**Your objective:** Your answer should be the data below, reproduced with nothing changed.

══ Exercise data

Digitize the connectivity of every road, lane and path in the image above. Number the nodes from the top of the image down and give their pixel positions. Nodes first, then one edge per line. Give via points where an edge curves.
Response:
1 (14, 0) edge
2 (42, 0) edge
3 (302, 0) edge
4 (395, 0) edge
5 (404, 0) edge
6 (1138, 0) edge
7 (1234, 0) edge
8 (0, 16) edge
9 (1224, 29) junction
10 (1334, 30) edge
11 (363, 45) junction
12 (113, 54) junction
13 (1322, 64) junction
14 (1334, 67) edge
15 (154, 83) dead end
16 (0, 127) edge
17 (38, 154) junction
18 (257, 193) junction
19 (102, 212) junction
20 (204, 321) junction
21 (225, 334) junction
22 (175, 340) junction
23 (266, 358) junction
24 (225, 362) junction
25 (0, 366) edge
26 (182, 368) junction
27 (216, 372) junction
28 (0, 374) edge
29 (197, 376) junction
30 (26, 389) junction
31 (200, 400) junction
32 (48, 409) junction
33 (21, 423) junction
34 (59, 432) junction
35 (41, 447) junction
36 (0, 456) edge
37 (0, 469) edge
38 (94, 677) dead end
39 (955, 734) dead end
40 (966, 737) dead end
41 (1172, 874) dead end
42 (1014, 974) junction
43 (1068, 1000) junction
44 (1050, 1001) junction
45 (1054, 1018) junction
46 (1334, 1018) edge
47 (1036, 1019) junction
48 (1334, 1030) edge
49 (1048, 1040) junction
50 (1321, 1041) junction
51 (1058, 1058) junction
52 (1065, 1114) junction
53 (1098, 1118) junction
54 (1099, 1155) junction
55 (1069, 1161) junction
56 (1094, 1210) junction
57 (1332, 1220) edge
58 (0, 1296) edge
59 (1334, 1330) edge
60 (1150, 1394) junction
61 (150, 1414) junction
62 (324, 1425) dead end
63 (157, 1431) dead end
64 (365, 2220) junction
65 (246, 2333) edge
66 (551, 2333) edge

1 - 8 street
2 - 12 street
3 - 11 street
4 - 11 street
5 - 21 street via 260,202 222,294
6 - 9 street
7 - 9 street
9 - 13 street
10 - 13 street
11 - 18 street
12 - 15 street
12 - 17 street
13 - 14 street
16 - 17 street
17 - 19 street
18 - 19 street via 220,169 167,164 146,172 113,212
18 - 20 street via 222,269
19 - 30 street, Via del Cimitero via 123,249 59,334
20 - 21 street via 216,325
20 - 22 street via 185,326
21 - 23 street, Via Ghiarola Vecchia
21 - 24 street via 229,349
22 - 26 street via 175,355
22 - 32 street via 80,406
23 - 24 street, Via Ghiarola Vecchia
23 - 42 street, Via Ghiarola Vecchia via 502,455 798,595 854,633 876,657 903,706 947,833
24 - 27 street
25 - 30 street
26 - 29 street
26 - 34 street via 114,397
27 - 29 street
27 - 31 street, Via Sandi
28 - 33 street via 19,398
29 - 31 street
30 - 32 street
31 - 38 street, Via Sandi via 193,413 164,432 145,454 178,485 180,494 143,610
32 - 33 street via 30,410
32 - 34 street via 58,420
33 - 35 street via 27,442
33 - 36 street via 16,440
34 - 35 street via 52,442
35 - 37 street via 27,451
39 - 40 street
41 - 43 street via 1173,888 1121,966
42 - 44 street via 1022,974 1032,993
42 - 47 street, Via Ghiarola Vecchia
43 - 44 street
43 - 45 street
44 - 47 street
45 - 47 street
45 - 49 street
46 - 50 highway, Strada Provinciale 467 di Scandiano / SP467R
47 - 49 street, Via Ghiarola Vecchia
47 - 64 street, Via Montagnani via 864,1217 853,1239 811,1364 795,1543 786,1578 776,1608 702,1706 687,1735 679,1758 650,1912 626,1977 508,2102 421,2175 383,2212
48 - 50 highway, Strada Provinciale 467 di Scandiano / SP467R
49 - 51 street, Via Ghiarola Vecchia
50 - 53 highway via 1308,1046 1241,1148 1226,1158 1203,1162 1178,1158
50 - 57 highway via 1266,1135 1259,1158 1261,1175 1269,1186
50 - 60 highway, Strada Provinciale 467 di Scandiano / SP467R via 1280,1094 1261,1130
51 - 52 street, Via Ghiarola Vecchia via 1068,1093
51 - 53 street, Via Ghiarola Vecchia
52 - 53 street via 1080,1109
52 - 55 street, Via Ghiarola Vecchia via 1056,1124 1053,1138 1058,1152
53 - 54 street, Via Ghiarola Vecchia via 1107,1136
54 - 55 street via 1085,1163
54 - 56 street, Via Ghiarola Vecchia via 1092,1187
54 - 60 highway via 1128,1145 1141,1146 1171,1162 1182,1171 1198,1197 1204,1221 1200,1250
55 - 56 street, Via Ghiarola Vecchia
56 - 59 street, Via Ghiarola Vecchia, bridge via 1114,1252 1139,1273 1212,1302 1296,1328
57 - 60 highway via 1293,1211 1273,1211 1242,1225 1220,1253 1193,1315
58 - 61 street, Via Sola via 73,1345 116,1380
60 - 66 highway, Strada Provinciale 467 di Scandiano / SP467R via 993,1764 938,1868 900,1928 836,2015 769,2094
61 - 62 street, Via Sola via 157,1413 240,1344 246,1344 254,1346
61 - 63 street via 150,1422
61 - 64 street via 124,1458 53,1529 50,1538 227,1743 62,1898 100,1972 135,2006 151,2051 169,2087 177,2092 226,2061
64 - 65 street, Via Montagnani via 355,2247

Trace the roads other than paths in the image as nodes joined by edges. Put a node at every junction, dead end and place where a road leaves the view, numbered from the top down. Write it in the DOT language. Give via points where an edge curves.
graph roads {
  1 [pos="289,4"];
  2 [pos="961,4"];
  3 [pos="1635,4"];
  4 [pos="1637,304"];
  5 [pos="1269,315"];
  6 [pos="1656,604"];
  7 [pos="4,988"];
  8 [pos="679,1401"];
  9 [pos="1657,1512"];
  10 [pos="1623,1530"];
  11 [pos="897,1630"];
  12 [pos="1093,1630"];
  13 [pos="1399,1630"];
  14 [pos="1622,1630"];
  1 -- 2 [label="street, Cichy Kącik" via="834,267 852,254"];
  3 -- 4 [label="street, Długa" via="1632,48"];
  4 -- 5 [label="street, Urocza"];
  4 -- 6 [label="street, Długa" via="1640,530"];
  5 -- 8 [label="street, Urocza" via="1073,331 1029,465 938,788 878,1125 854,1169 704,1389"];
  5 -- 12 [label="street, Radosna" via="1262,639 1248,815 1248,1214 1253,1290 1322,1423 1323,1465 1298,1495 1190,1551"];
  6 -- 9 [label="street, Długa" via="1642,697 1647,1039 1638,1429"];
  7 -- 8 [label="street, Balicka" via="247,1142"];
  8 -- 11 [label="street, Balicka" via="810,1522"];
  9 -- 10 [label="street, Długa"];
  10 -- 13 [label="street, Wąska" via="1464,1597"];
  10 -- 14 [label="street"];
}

════

**Response:**
Digitize the connectivity of every road, lane and path in the image above. Number the nodes from the top of the image down and give their pixel positions. Nodes first, then one edge per line. Give via points where an edge curves.
Response:
1 (14, 0) edge
2 (42, 0) edge
3 (302, 0) edge
4 (395, 0) edge
5 (404, 0) edge
6 (1138, 0) edge
7 (1234, 0) edge
8 (0, 16) edge
9 (1224, 29) junction
10 (1334, 30) edge
11 (363, 45) junction
12 (113, 54) junction
13 (1322, 64) junction
14 (1334, 67) edge
15 (154, 83) dead end
16 (0, 127) edge
17 (38, 154) junction
18 (257, 193) junction
19 (102, 212) junction
20 (204, 321) junction
21 (225, 334) junction
22 (175, 340) junction
23 (266, 358) junction
24 (225, 362) junction
25 (0, 366) edge
26 (182, 368) junction
27 (216, 372) junction
28 (0, 374) edge
29 (197, 376) junction
30 (26, 389) junction
31 (200, 400) junction
32 (48, 409) junction
33 (21, 423) junction
34 (59, 432) junction
35 (41, 447) junction
36 (0, 456) edge
37 (0, 469) edge
38 (94, 677) dead end
39 (955, 734) dead end
40 (966, 737) dead end
41 (1172, 874) dead end
42 (1014, 974) junction
43 (1068, 1000) junction
44 (1050, 1001) junction
45 (1054, 1018) junction
46 (1334, 1018) edge
47 (1036, 1019) junction
48 (1334, 1030) edge
49 (1048, 1040) junction
50 (1321, 1041) junction
51 (1058, 1058) junction
52 (1065, 1114) junction
53 (1098, 1118) junction
54 (1099, 1155) junction
55 (1069, 1161) junction
56 (1094, 1210) junction
57 (1332, 1220) edge
58 (0, 1296) edge
59 (1334, 1330) edge
60 (1150, 1394) junction
61 (150, 1414) junction
62 (324, 1425) dead end
63 (157, 1431) dead end
64 (365, 2220) junction
65 (246, 2333) edge
66 (551, 2333) edge

1 - 8 street
2 - 12 street
3 - 11 street
4 - 11 street
5 - 21 street via 260,202 222,294
6 - 9 street
7 - 9 street
9 - 13 street
10 - 13 street
11 - 18 street
12 - 15 street
12 - 17 street
13 - 14 street
16 - 17 street
17 - 19 street
18 - 19 street via 220,169 167,164 146,172 113,212
18 - 20 street via 222,269
19 - 30 street, Via del Cimitero via 123,249 59,334
20 - 21 street via 216,325
20 - 22 street via 185,326
21 - 23 street, Via Ghiarola Vecchia
21 - 24 street via 229,349
22 - 26 street via 175,355
22 - 32 street via 80,406
23 - 24 street, Via Ghiarola Vecchia
23 - 42 street, Via Ghiarola Vecchia via 502,455 798,595 854,633 876,657 903,706 947,833
24 - 27 street
25 - 30 street
26 - 29 street
26 - 34 street via 114,397
27 - 29 street
27 - 31 street, Via Sandi
28 - 33 street via 19,398
29 - 31 street
30 - 32 street
31 - 38 street, Via Sandi via 193,413 164,432 145,454 178,485 180,494 143,610
32 - 33 street via 30,410
32 - 34 street via 58,420
33 - 35 street via 27,442
33 - 36 street via 16,440
34 - 35 street via 52,442
35 - 37 street via 27,451
39 - 40 street
41 - 43 street via 1173,888 1121,966
42 - 44 street via 1022,974 1032,993
42 - 47 street, Via Ghiarola Vecchia
43 - 44 street
43 - 45 street
44 - 47 street
45 - 47 street
45 - 49 street
46 - 50 highway, Strada Provinciale 467 di Scandiano / SP467R
47 - 49 street, Via Ghiarola Vecchia
47 - 64 street, Via Montagnani via 864,1217 853,1239 811,1364 795,1543 786,1578 776,1608 702,1706 687,1735 679,1758 650,1912 626,1977 508,2102 421,2175 383,2212
48 - 50 highway, Strada Provinciale 467 di Scandiano / SP467R
49 - 51 street, Via Ghiarola Vecchia
50 - 53 highway via 1308,1046 1241,1148 1226,1158 1203,1162 1178,1158
50 - 57 highway via 1266,1135 1259,1158 1261,1175 1269,1186
50 - 60 highway, Strada Provinciale 467 di Scandiano / SP467R via 1280,1094 1261,1130
51 - 52 street, Via Ghiarola Vecchia via 1068,1093
51 - 53 street, Via Ghiarola Vecchia
52 - 53 street via 1080,1109
52 - 55 street, Via Ghiarola Vecchia via 1056,1124 1053,1138 1058,1152
53 - 54 street, Via Ghiarola Vecchia via 1107,1136
54 - 55 street via 1085,1163
54 - 56 street, Via Ghiarola Vecchia via 1092,1187
54 - 60 highway via 1128,1145 1141,1146 1171,1162 1182,1171 1198,1197 1204,1221 1200,1250
55 - 56 street, Via Ghiarola Vecchia
56 - 59 street, Via Ghiarola Vecchia, bridge via 1114,1252 1139,1273 1212,1302 1296,1328
57 - 60 highway via 1293,1211 1273,1211 1242,1225 1220,1253 1193,1315
58 - 61 street, Via Sola via 73,1345 116,1380
60 - 66 highway, Strada Provinciale 467 di Scandiano / SP467R via 993,1764 938,1868 900,1928 836,2015 769,2094
61 - 62 street, Via Sola via 157,1413 240,1344 246,1344 254,1346
61 - 63 street via 150,1422
61 - 64 street via 124,1458 53,1529 50,1538 227,1743 62,1898 100,1972 135,2006 151,2051 169,2087 177,2092 226,2061
64 - 65 street, Via Montagnani via 355,2247

Trace the roads other than paths in the image as nodes joined by edges. Put a node at every junction, dead end and place where a road leaves the view, numbered from the top down. Write it in the DOT language. Give via points where an edge curves.
graph roads {
  1 [pos="289,4"];
  2 [pos="961,4"];
  3 [pos="1635,4"];
  4 [pos="1637,304"];
  5 [pos="1269,315"];
  6 [pos="1656,604"];
  7 [pos="4,988"];
  8 [pos="679,1401"];
  9 [pos="1657,1512"];
  10 [pos="1623,1530"];
  11 [pos="897,1630"];
  12 [pos="1093,1630"];
  13 [pos="1399,1630"];
  14 [pos="1622,1630"];
  1 -- 2 [label="street, Cichy Kącik" via="834,267 852,254"];
  3 -- 4 [label="street, Długa" via="1632,48"];
  4 -- 5 [label="street, Urocza"];
  4 -- 6 [label="street, Długa" via="1640,530"];
  5 -- 8 [label="street, Urocza" via="1073,331 1029,465 938,788 878,1125 854,1169 704,1389"];
  5 -- 12 [label="street, Radosna" via="1262,639 1248,815 1248,1214 1253,1290 1322,1423 1323,1465 1298,1495 1190,1551"];
  6 -- 9 [label="street, Długa" via="1642,697 1647,1039 1638,1429"];
  7 -- 8 [label="street, Balicka" via="247,1142"];
  8 -- 11 [label="street, Balicka" via="810,1522"];
  9 -- 10 [label="street, Długa"];
  10 -- 13 [label="street, Wąska" via="1464,1597"];
  10 -- 14 [label="street"];
}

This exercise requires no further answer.